# Where to get plants for your mantis?



## Jessie (Jul 8, 2017)

I need some pretty things, like fake flowers and such. And places i can get sticks and everything. Where do you guys go to get your supplies?


----------



## CosbyArt (Jul 8, 2017)

@Jessie Most dollar stores, larger department stores, and hobby stores have selections of floral goods - with most related items typically have a near monthly big sale or coupons too.

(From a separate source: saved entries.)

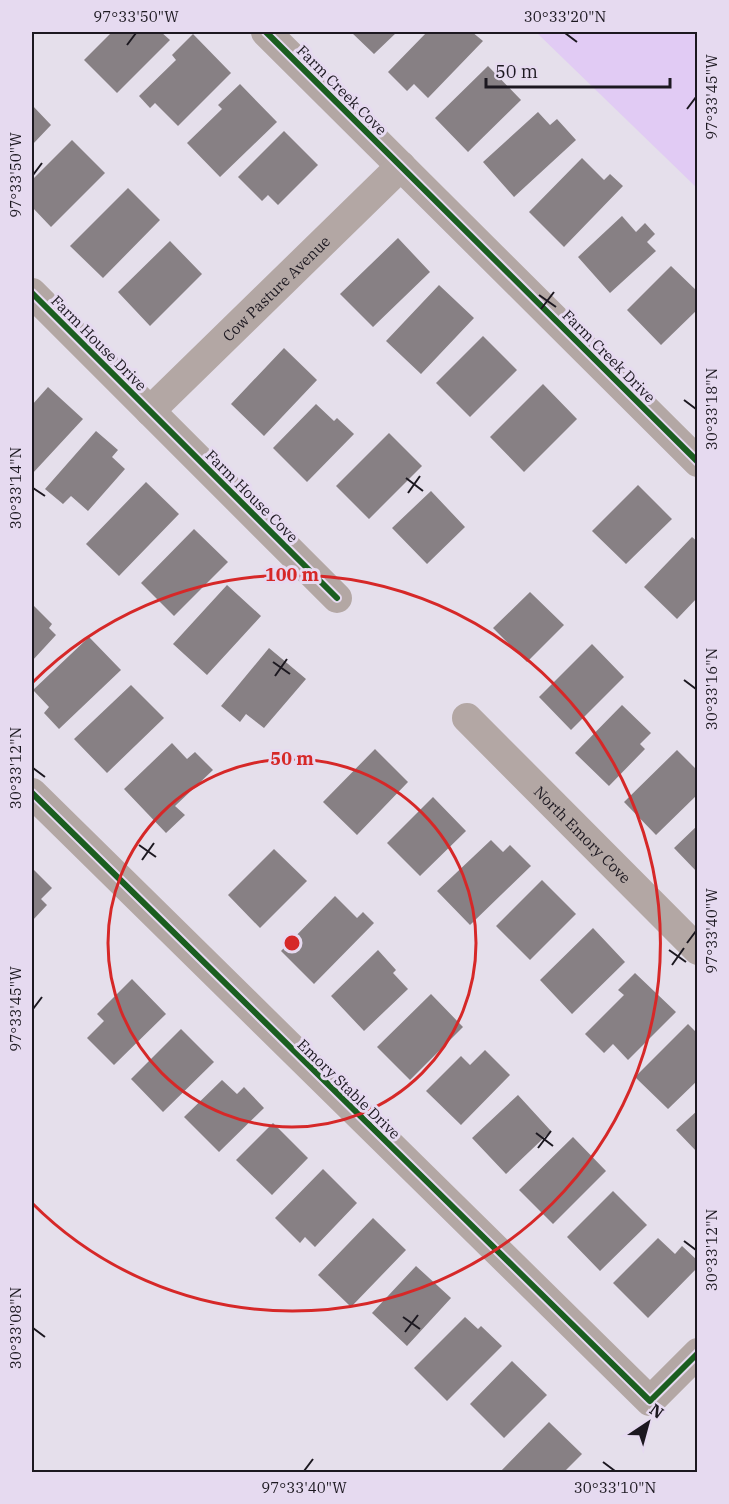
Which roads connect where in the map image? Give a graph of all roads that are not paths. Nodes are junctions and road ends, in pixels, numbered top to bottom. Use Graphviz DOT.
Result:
graph roads {
  1 [pos="266,32"];
  2 [pos="401,166"];
  3 [pos="32,293"];
  4 [pos="150,411"];
  5 [pos="698,462"];
  6 [pos="337,598"];
  7 [pos="467,718"];
  8 [pos="32,793"];
  9 [pos="698,950"];
  10 [pos="698,1353"];
  1 -- 2 [label="street, Farm Creek Cove"];
  2 -- 4 [label="street, Cow Pasture Avenue"];
  2 -- 5 [label="street, Farm Creek Drive"];
  3 -- 4 [label="street, Farm House Drive"];
  4 -- 6 [label="street, Farm House Cove"];
  7 -- 9 [label="street, North Emory Cove"];
  8 -- 10 [label="street, Emory Stable Drive"];
}
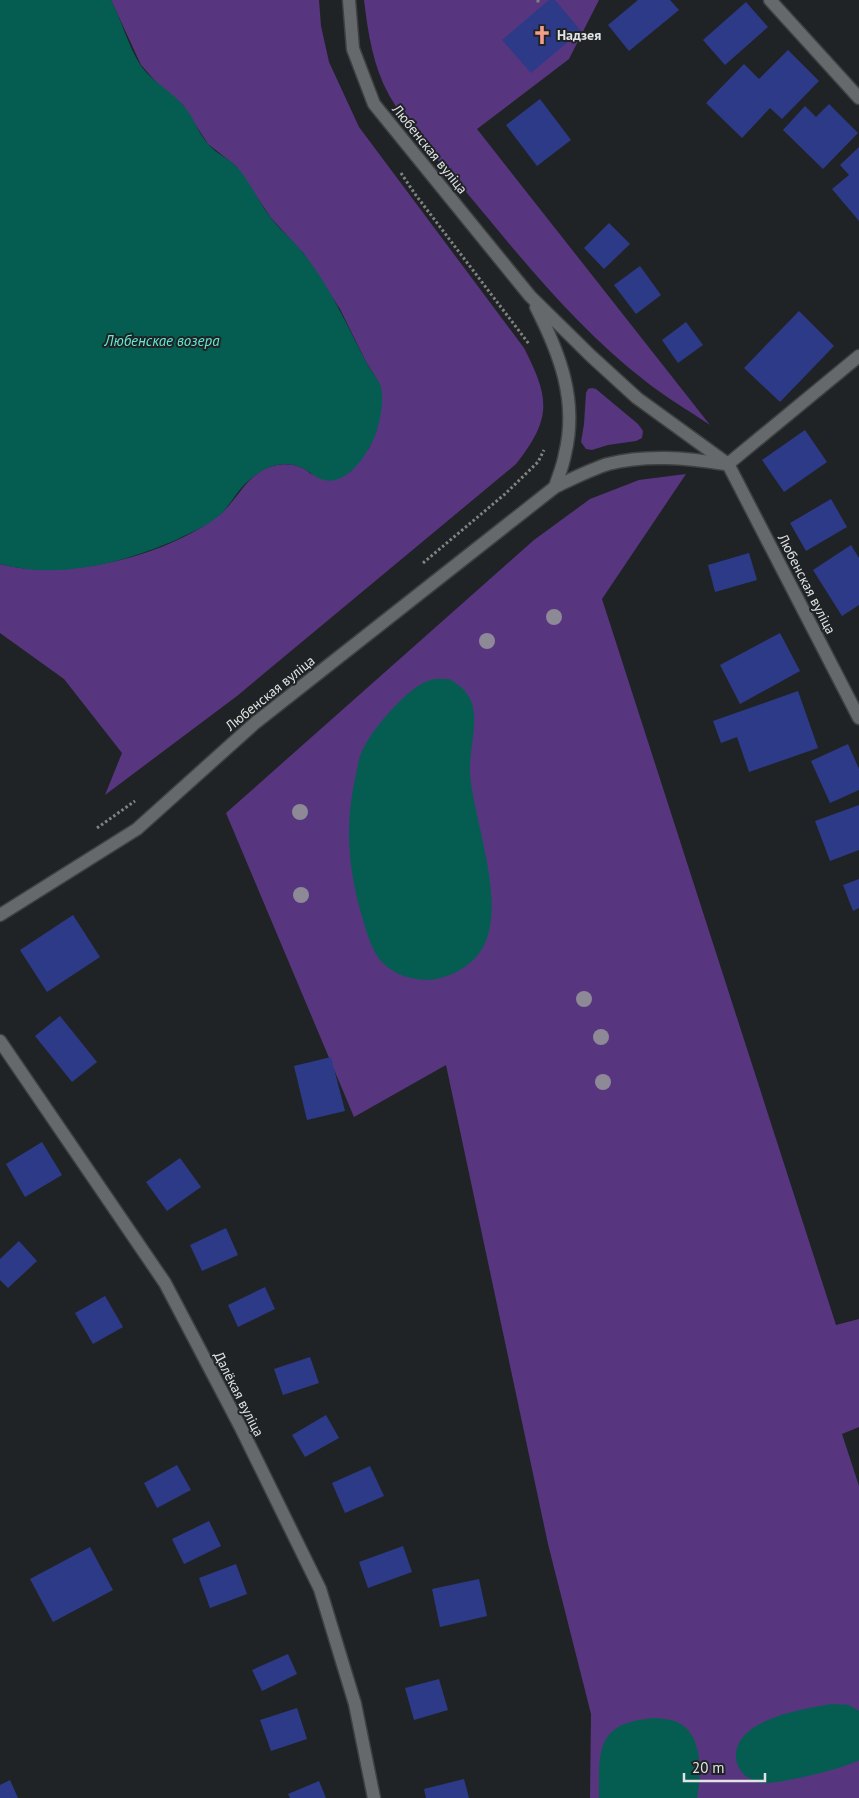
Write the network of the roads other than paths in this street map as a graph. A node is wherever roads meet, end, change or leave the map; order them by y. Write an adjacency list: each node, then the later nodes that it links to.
1 (349, 0): 4 (street, Любенская вуліца)
2 (770, 0): 3 (street)
3 (859, 98)
4 (530, 296): 6 (street, Любенская вуліца); 7 (street, Любенская вуліца)
5 (859, 356): 6 (street)
6 (728, 464): 7 (street, Любенская вуліца); 8 (street, Любенская вуліца)
7 (555, 487): 9 (street, Любенская вуліца)
8 (859, 718)
9 (0, 916)
10 (0, 1041): 11 (street, Далёкая вуліца)
11 (374, 1798)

I bought several dozens (two bags stuffed full) of fake flowers when Walmart changed out it's stock for the seasons (spring/summer/fall). Look in their clearance aisle around August for it to happen again for spring/summer flowers, and mid to late November for the fall arrangements.


----------



## Jessie (Jul 8, 2017)

@CosbyArt i was told not to shop at thr dollar tree.


----------



## Jessie (Jul 8, 2017)

the


----------



## CosbyArt (Jul 8, 2017)

Jessie said:


> @CosbyArt i was told not to shop at thr dollar tree.


Hmm, why is that? Either way plenty of other stores to shop; although, Dollar Tree doesn't have the best selection anyway, they are usually hard to beat if your looking for a deal.


----------



## wetterdew (Jul 10, 2017)

Michaels have tons of flowers of every color.  I was just there yesterday choosing foliage.  Each branch cost between 2 and 15 dollars.  2 dollars for the most basic ones, 8-12 for the more interesting ones, and 15 for a branch with a fancy flower on it.  They had a 40% off sale when I went, so it ended up being decently priced I guess.  The sale lasts until the 15th IIRC, but I don't know if it's happening at all Michaels.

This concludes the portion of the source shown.